Se si rimane bloccati nel dubbio di cosa sia giusto o sbagliato non si raggiungerà mai la certezza di una soluzione. Se corriamo a nasconderci per i nostri difetti, tentiamo di coprirli, di mascherarli e incorreremo in soluzioni paradossali e temporanee.
E’ come mettere un maglione invernale d’estate pensando di coprire meglio il sudore.
C’è chi rimane intrappolato in dilemmi etici “ è giusto fare questa richiesta al mio capo , raccontargli la mia opinione ?” “ Se non dico quello che penso potrei pentimene per sempre “ .

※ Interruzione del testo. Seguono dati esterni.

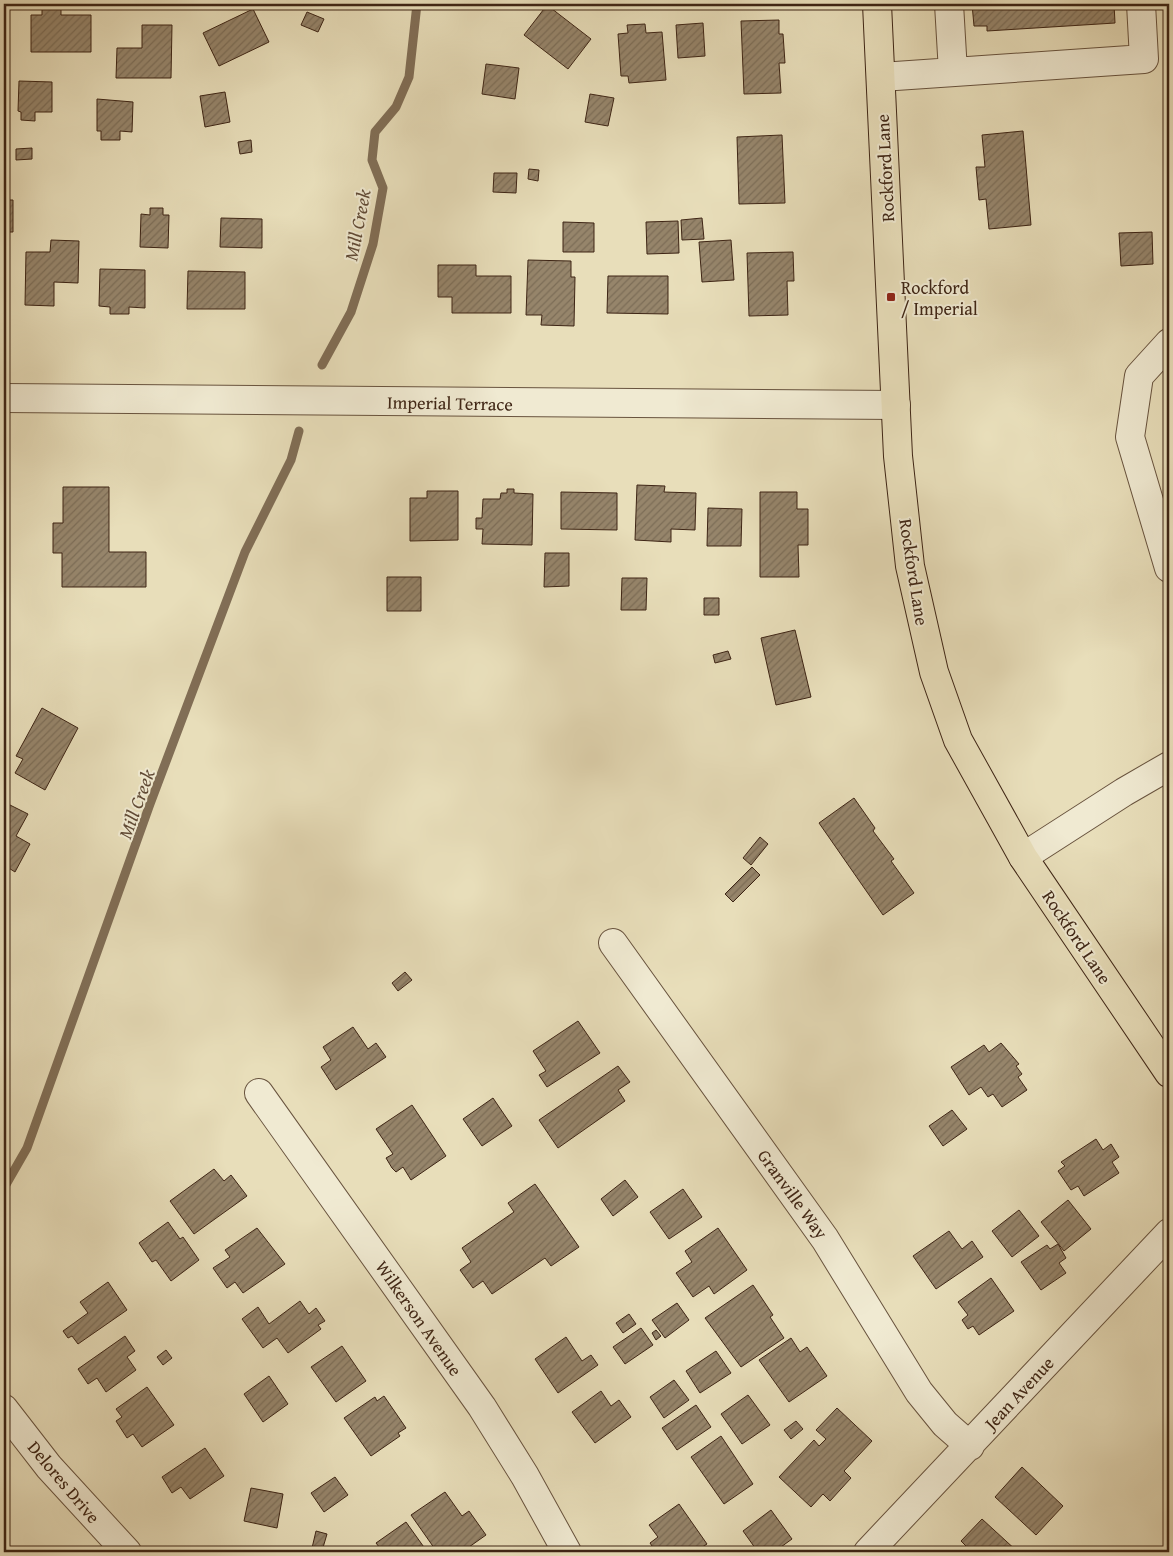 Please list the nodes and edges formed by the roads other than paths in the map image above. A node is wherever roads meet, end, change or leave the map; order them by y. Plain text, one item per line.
1 (877, 4) edge
2 (949, 4) edge
3 (1141, 4) edge
4 (953, 72) junction
5 (881, 77) junction
6 (1169, 343) edge
7 (4, 398) edge
8 (896, 405) junction
9 (1169, 568) edge
10 (1169, 766) edge
11 (1023, 857) junction
12 (613, 943) dead end
13 (1169, 1073) edge
14 (259, 1092) dead end
15 (1169, 1233) edge
16 (4, 1408) edge
17 (970, 1446) junction
18 (127, 1552) edge
19 (568, 1552) edge
20 (868, 1552) edge

1 - 5 main road, Rockford Lane
2 - 4 street
3 - 4 street
4 - 5 street
5 - 8 main road, Rockford Lane
6 - 9 street
7 - 8 street, Imperial Terrace
8 - 11 main road, Rockford Lane
10 - 11 street
11 - 13 main road, Rockford Lane
12 - 17 street, Granville Way
14 - 19 street, Wilkerson Avenue
15 - 17 street, Jean Avenue
16 - 18 street, Delores Drive
17 - 20 street, Jean Avenue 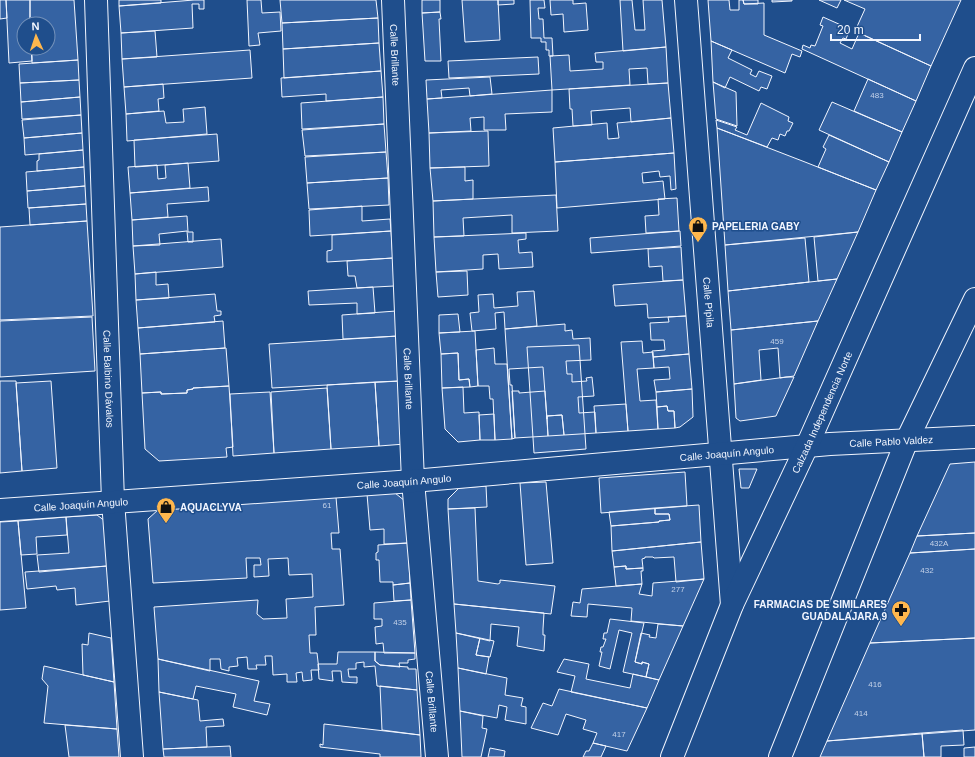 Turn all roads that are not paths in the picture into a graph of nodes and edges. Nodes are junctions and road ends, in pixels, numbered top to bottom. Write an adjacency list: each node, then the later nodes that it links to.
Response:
1 (96, 0): 11 (street, Calle Balbino Dávalos)
2 (393, 0): 10 (street, Calle Brillante)
3 (686, 0): 9 (street, Calle Pípila)
4 (975, 68): 8 (street, Calzada Independencia Norte)
5 (975, 299): 7 (street)
6 (975, 437): 7 (street, Calle Pablo Valdez)
7 (907, 440): 8 (street, Calle Pablo Valdez); 17 (street)
8 (807, 446): 9 (street, Calle Joaquín Angulo); 13 (street, Calzada Independencia Norte)
9 (720, 454): 10 (street, Calle Joaquín Angulo); 13 (street, Calle Pípila)
10 (412, 481): 11 (street, Calle Joaquín Angulo); 15 (street, Calle Brillante)
11 (113, 501): 12 (street, Calle Joaquín Angulo); 14 (street, Calle Balbino Dávalos)
12 (0, 510)
13 (732, 605): 16 (street, Calzada Independencia Norte)
14 (132, 757)
15 (437, 757)
16 (672, 757)
17 (780, 757) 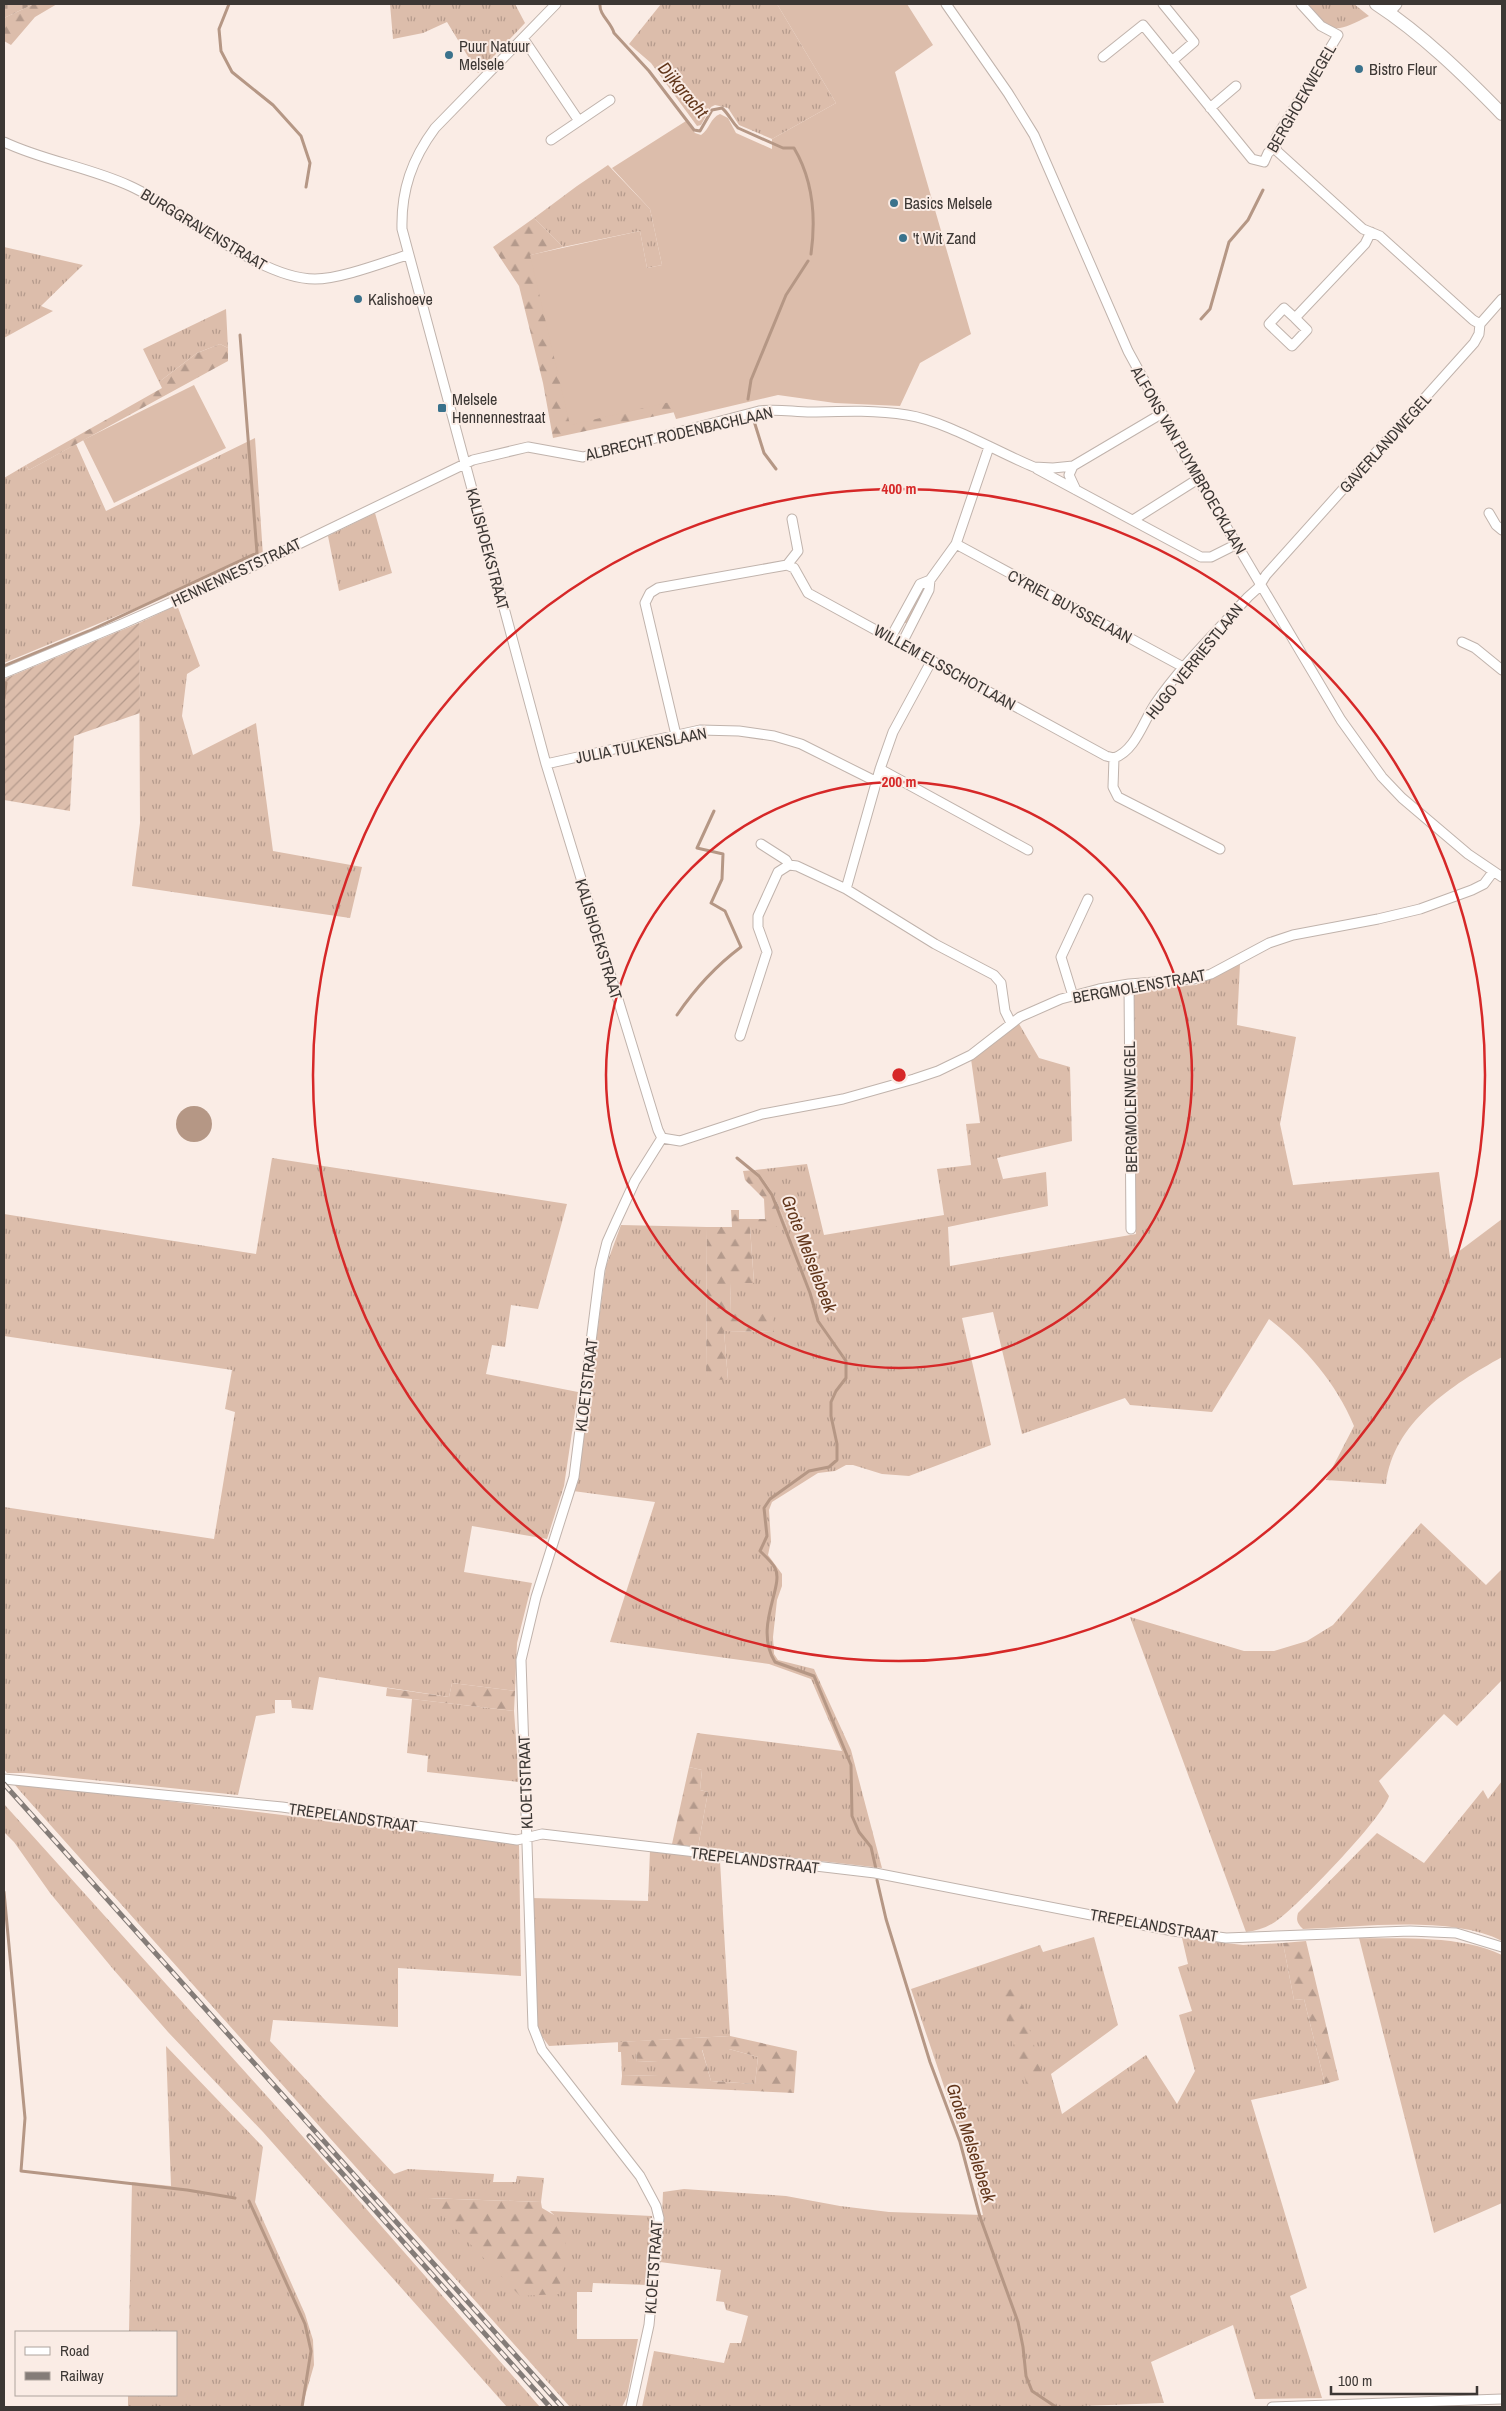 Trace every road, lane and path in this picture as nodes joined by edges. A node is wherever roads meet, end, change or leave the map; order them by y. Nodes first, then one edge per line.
1 (556, 4) edge
2 (946, 4) edge
3 (1163, 4) edge
4 (1301, 4) edge
5 (1376, 4) edge
6 (1392, 8) edge
7 (524, 38) junction
8 (1102, 57) dead end
9 (1172, 61) junction
10 (1236, 86) dead end
11 (610, 100) dead end
12 (1210, 108) junction
13 (1502, 114) edge
14 (579, 121) junction
15 (551, 140) dead end
16 (4, 142) edge
17 (1275, 148) junction
18 (1371, 232) junction
19 (407, 256) junction
20 (1502, 299) edge
21 (1295, 318) dead end
22 (1480, 324) junction
23 (1161, 414) junction
24 (989, 447) junction
25 (466, 464) junction
26 (1073, 466) junction
27 (1034, 467) junction
28 (1198, 479) junction
29 (1077, 492) junction
30 (1489, 513) dead end
31 (792, 519) dead end
32 (1132, 520) junction
33 (1502, 530) edge
34 (956, 544) junction
35 (1238, 544) junction
36 (787, 566) junction
37 (930, 580) junction
38 (1261, 584) junction
39 (891, 637) junction
40 (1462, 642) dead end
41 (902, 643) junction
42 (932, 660) junction
43 (1185, 668) junction
44 (1502, 670) edge
45 (4, 673) edge
46 (676, 735) junction
47 (1114, 758) junction
48 (546, 764) junction
49 (880, 769) junction
50 (877, 782) junction
51 (761, 844) dead end
52 (1220, 849) dead end
53 (1028, 850) dead end
54 (789, 865) junction
55 (1493, 872) junction
56 (1502, 877) edge
57 (846, 889) junction
58 (1088, 899) dead end
59 (1129, 984) junction
60 (1073, 996) junction
61 (1011, 1023) junction
62 (740, 1036) dead end
63 (662, 1138) junction
64 (1131, 1229) dead end
65 (4, 1779) edge
66 (527, 1838) junction
67 (1502, 1947) edge
68 (1502, 2399) edge
69 (631, 2407) edge
70 (1272, 2407) edge

1 - 7 street, KALISHOEKSTRAAT
2 - 23 street, ALFONS VAN PUYMBROECKLAAN
3 - 9 street
4 - 17 street, BERGHOEKWEGEL
5 - 6 main road
6 - 13 main road
7 - 14 street
7 - 19 street, KALISHOEKSTRAAT
8 - 9 street
9 - 12 street
10 - 12 street
11 - 14 street
12 - 17 street, BERGHOEKWEGEL
14 - 15 street
16 - 19 street, BURGGRAVENSTRAAT
17 - 18 street
18 - 21 street
18 - 22 street
19 - 25 street, KALISHOEKSTRAAT
20 - 22 street, GAVERLANDWEGEL
22 - 38 street, GAVERLANDWEGEL
23 - 26 street
23 - 28 street, ALFONS VAN PUYMBROECKLAAN
24 - 25 street, ALBRECHT RODENBACHLAAN
24 - 27 street, ALBRECHT RODENBACHLAAN
24 - 34 street
25 - 45 street, HENNENNESTSTRAAT
25 - 48 street, KALISHOEKSTRAAT
26 - 27 street, ALBRECHT RODENBACHLAAN
26 - 29 street
27 - 29 street, ALBRECHT RODENBACHLAAN
28 - 32 street
28 - 35 street, ALFONS VAN PUYMBROECKLAAN
29 - 32 street, ALBRECHT RODENBACHLAAN
30 - 33 street
31 - 36 street
32 - 35 street, ALBRECHT RODENBACHLAAN
34 - 37 street
34 - 43 street, CYRIEL BUYSSELAAN
35 - 38 street, ALFONS VAN PUYMBROECKLAAN
36 - 39 street, WILLEM ELSSCHOTLAAN
36 - 46 street
37 - 39 street
37 - 41 street
38 - 43 street, HUGO VERRIESTLAAN
38 - 55 street, ALFONS VAN PUYMBROECKLAAN
39 - 41 street, WILLEM ELSSCHOTLAAN
40 - 44 street
41 - 42 street, WILLEM ELSSCHOTLAAN
42 - 47 street, WILLEM ELSSCHOTLAAN
42 - 49 street
43 - 47 street, HUGO VERRIESTLAAN
46 - 48 street, JULIA TULKENSLAAN
46 - 50 street, JULIA TULKENSLAAN
47 - 52 street
48 - 63 street, KALISHOEKSTRAAT
49 - 50 street
49 - 53 street
50 - 57 street
51 - 54 street
54 - 57 street
54 - 62 street
55 - 56 street
55 - 59 street, BERGMOLENSTRAAT
57 - 61 street
58 - 60 street
59 - 60 street, BERGMOLENSTRAAT
59 - 64 street, BERGMOLENWEGEL
60 - 61 street, BERGMOLENSTRAAT
61 - 63 street, BERGMOLENSTRAAT
63 - 66 street, KLOETSTRAAT
65 - 66 street, TREPELANDSTRAAT
66 - 67 street, TREPELANDSTRAAT
66 - 69 street, KLOETSTRAAT
68 - 70 street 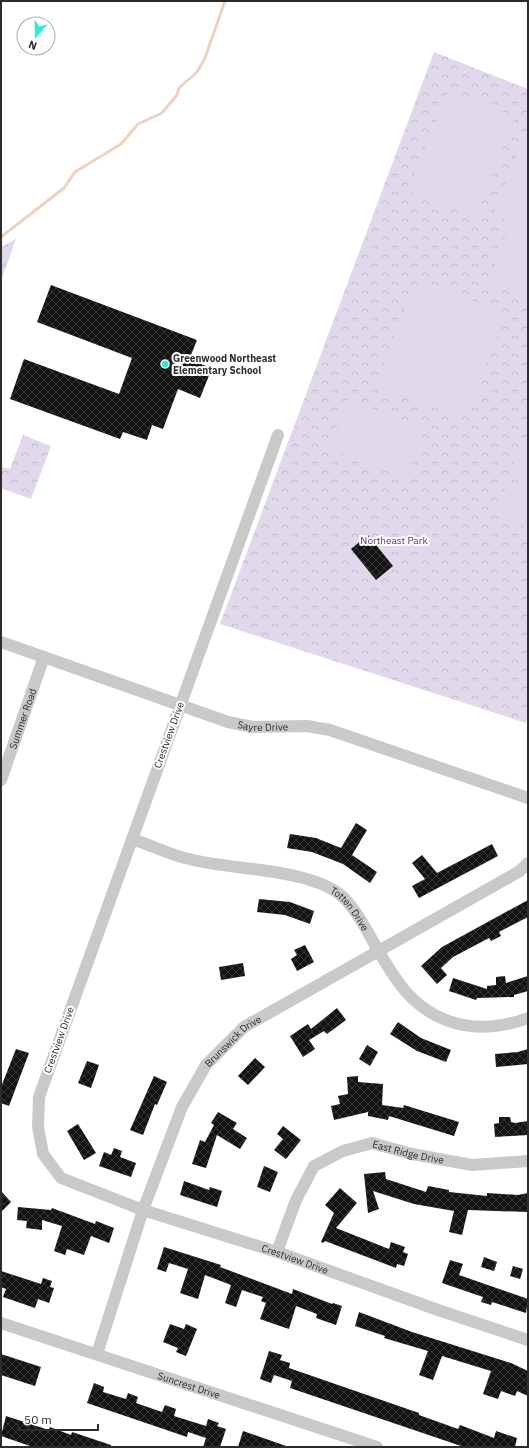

La tendenza al voler controllare, il ripetere gli stessi pensieri quando si fanno errori, il sentirsi cattivi se si hanno delle fantasie sono tutti segnali che i nostri standard forse sono severi e che stiamo forse dando troppo responsabilità a noi stessi.
Accettare che non si può fare la scelta perfetta è un altro grande passo verso la liberazione.
Accettare non significa rinunciare.
Alcuni bambini se non sono perfettamente preparati per la verifica non si presentano a scuola.
Altrettanti adolescenti se non sono apparecchiati ad hoc per lo scatto rinunciano alle uscite e forse delle uscite nemmeno si curano più.
Molti adulti si alzano alle 5 del mattino, perchè nella loro vita tutto deve funzionare in maniera impeccabile: dalle pulizie della casa al discorso preparato per la riunione con i colleghi e se la cena con gli amici non offre la massima ospitalità, simpatia e accoglienza tanto vale non si faccia.
C’è molto sacrificio in tutto questo, allora la domanda diventa “ A cosa state rinunciando? ”
Oscar Wilde direbbe che state rinunciando alla vostra anima.
Meno lapidariamente direi alla nostra serenità, a rapporti con gli altri, forse anche a quelli che sono i vostri desideri.
Per quanto storti possiamo essere ciò che conta è darci la possibilità di crescere valorizzando i nostri difetti, cogliendo la loro peculiarità e unicità come un vantaggio.
Un secchio bucato può annaffiare i fiori al suo passaggio, un cane cieco sviluppare un olfatto formidabile, un bambino che scambia le lettere come accade nella dislessia diventare un cantante straordinario.
La crescita non avviene solo verso l’alto.
Nelle piante la vediamo nelle radici che affondano nel terreno. Ciò che sta in basso ed è terreno, concreto, libero da ogni astrazione perfetta è anche il luogo in cui si trovano i talenti degli uomini che abitano la terra e non in cielo.
Dio stesso secondo Sant’ Agostino nelle sue Confessioni abita in basso, nell’ anima dell’ uomo.